- _Provided records_
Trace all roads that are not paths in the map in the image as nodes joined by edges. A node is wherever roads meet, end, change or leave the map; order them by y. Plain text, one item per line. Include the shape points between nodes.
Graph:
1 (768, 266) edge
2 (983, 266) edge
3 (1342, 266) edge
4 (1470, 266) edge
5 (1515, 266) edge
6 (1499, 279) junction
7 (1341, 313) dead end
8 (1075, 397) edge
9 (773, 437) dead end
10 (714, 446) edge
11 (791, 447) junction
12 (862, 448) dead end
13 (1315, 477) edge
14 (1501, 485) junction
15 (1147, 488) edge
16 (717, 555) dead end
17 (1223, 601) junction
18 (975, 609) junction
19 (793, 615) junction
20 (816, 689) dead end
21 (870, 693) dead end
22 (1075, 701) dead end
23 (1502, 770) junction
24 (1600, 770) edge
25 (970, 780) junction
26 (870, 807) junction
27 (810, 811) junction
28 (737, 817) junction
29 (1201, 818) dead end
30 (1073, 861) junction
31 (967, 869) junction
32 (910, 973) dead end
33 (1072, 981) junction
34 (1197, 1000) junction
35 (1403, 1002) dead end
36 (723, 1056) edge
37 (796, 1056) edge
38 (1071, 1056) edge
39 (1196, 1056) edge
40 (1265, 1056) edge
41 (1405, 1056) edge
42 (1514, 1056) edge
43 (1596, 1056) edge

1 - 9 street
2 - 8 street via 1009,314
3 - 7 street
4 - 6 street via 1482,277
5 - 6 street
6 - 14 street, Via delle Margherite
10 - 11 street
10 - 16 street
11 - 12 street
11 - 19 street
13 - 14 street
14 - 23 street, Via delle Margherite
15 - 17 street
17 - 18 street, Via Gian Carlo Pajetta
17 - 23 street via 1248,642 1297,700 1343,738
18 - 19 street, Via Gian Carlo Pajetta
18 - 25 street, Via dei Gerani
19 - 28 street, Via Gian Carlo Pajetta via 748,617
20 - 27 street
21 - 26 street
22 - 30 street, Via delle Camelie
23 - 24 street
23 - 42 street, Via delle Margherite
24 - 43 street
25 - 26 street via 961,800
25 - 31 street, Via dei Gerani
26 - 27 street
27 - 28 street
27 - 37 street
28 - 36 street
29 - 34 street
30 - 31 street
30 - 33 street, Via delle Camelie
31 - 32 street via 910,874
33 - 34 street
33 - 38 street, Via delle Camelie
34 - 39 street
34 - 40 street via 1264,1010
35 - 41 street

- _Brief_
Without skipping anything, transcribe every line above exactly.

- _Expected answer_
Trace all roads that are not paths in the map in the image as nodes joined by edges. A node is wherever roads meet, end, change or leave the map; order them by y. Plain text, one item per line. Include the shape points between nodes.
Graph:
1 (768, 266) edge
2 (983, 266) edge
3 (1342, 266) edge
4 (1470, 266) edge
5 (1515, 266) edge
6 (1499, 279) junction
7 (1341, 313) dead end
8 (1075, 397) edge
9 (773, 437) dead end
10 (714, 446) edge
11 (791, 447) junction
12 (862, 448) dead end
13 (1315, 477) edge
14 (1501, 485) junction
15 (1147, 488) edge
16 (717, 555) dead end
17 (1223, 601) junction
18 (975, 609) junction
19 (793, 615) junction
20 (816, 689) dead end
21 (870, 693) dead end
22 (1075, 701) dead end
23 (1502, 770) junction
24 (1600, 770) edge
25 (970, 780) junction
26 (870, 807) junction
27 (810, 811) junction
28 (737, 817) junction
29 (1201, 818) dead end
30 (1073, 861) junction
31 (967, 869) junction
32 (910, 973) dead end
33 (1072, 981) junction
34 (1197, 1000) junction
35 (1403, 1002) dead end
36 (723, 1056) edge
37 (796, 1056) edge
38 (1071, 1056) edge
39 (1196, 1056) edge
40 (1265, 1056) edge
41 (1405, 1056) edge
42 (1514, 1056) edge
43 (1596, 1056) edge

1 - 9 street
2 - 8 street via 1009,314
3 - 7 street
4 - 6 street via 1482,277
5 - 6 street
6 - 14 street, Via delle Margherite
10 - 11 street
10 - 16 street
11 - 12 street
11 - 19 street
13 - 14 street
14 - 23 street, Via delle Margherite
15 - 17 street
17 - 18 street, Via Gian Carlo Pajetta
17 - 23 street via 1248,642 1297,700 1343,738
18 - 19 street, Via Gian Carlo Pajetta
18 - 25 street, Via dei Gerani
19 - 28 street, Via Gian Carlo Pajetta via 748,617
20 - 27 street
21 - 26 street
22 - 30 street, Via delle Camelie
23 - 24 street
23 - 42 street, Via delle Margherite
24 - 43 street
25 - 26 street via 961,800
25 - 31 street, Via dei Gerani
26 - 27 street
27 - 28 street
27 - 37 street
28 - 36 street
29 - 34 street
30 - 31 street
30 - 33 street, Via delle Camelie
31 - 32 street via 910,874
33 - 34 street
33 - 38 street, Via delle Camelie
34 - 39 street
34 - 40 street via 1264,1010
35 - 41 street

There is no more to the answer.